### EXERCISE MATERIAL

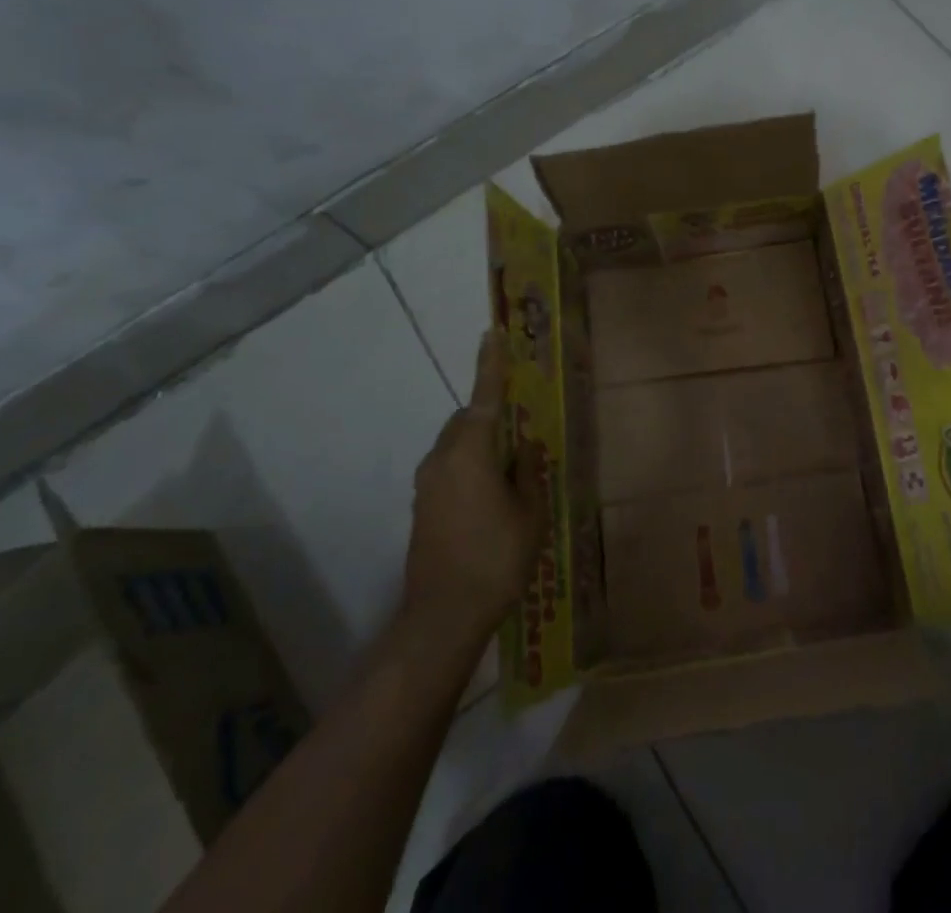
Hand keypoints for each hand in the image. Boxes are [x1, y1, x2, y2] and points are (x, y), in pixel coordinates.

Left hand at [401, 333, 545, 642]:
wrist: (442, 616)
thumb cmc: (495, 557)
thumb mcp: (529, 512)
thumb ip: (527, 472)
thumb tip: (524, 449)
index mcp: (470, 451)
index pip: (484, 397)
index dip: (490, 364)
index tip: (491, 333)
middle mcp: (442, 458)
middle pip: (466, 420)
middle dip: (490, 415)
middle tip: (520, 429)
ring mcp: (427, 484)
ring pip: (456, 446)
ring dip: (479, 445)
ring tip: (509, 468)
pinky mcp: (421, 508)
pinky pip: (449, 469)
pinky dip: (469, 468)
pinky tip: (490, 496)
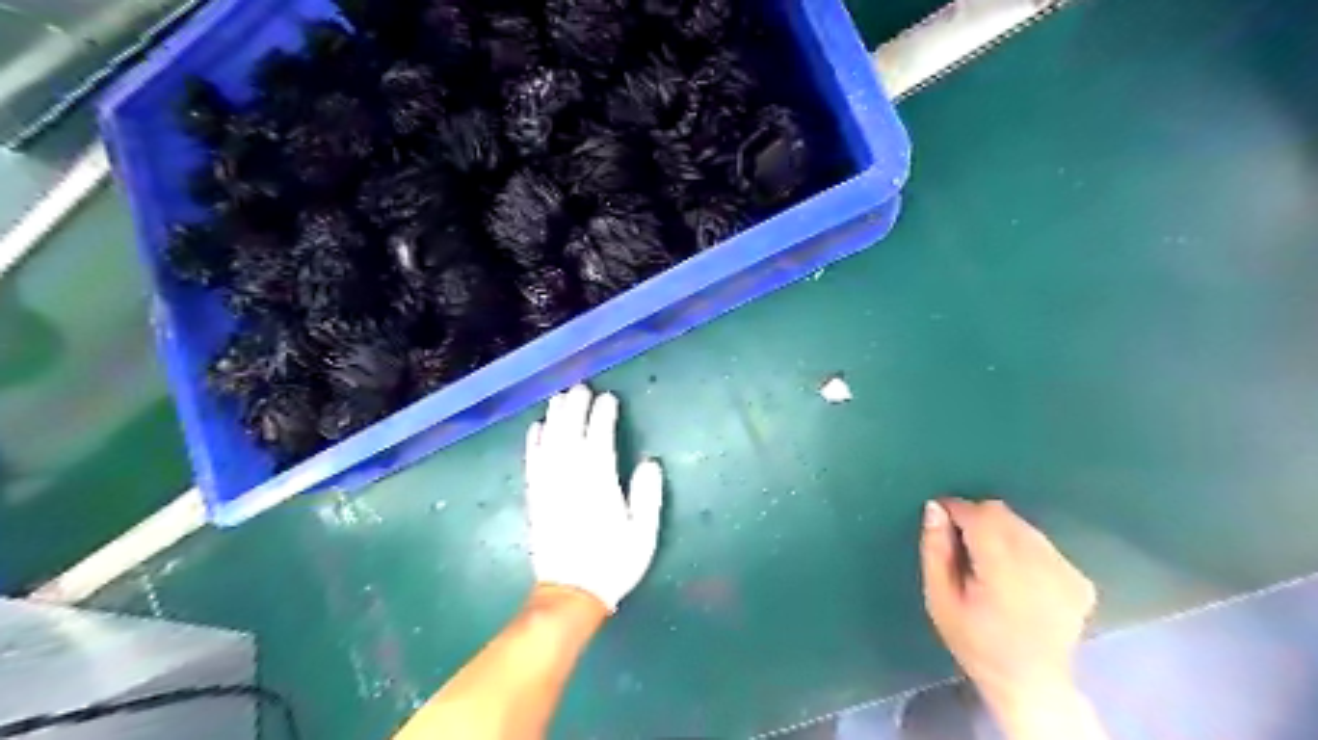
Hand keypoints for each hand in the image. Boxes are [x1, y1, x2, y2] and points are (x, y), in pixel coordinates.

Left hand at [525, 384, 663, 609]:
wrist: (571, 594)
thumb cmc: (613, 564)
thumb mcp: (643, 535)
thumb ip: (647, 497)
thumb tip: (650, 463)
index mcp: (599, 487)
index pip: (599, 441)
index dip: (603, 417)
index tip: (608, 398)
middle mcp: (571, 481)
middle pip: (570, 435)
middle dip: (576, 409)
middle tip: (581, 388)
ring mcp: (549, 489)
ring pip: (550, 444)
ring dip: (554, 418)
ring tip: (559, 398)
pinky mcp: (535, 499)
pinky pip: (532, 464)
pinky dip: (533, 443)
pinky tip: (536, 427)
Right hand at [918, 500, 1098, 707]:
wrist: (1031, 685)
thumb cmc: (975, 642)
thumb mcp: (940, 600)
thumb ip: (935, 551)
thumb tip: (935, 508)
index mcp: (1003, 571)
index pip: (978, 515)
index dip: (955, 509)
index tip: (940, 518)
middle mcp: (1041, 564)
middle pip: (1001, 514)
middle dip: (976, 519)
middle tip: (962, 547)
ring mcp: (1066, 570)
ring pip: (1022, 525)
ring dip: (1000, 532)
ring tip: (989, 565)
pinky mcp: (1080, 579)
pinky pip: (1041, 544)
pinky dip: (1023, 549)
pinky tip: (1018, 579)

### WHAT YOU SHOULD DO
All lines from the one containing "thumb mcp: (940, 600)" through the end of the material should be restated exactly, with both end lines kept.

### ANSWER BELOW
thumb mcp: (940, 600)
thumb ip: (935, 551)
thumb tip: (935, 508)
index mcp: (1003, 571)
index pip: (978, 515)
index dip: (955, 509)
index tip: (940, 518)
middle mcp: (1041, 564)
middle pip: (1001, 514)
middle dip: (976, 519)
middle tip: (962, 547)
ring mcp: (1066, 570)
ring pip: (1022, 525)
ring dip: (1000, 532)
ring tip: (989, 565)
pinky mcp: (1080, 579)
pinky pip: (1041, 544)
pinky dip: (1023, 549)
pinky tip: (1018, 579)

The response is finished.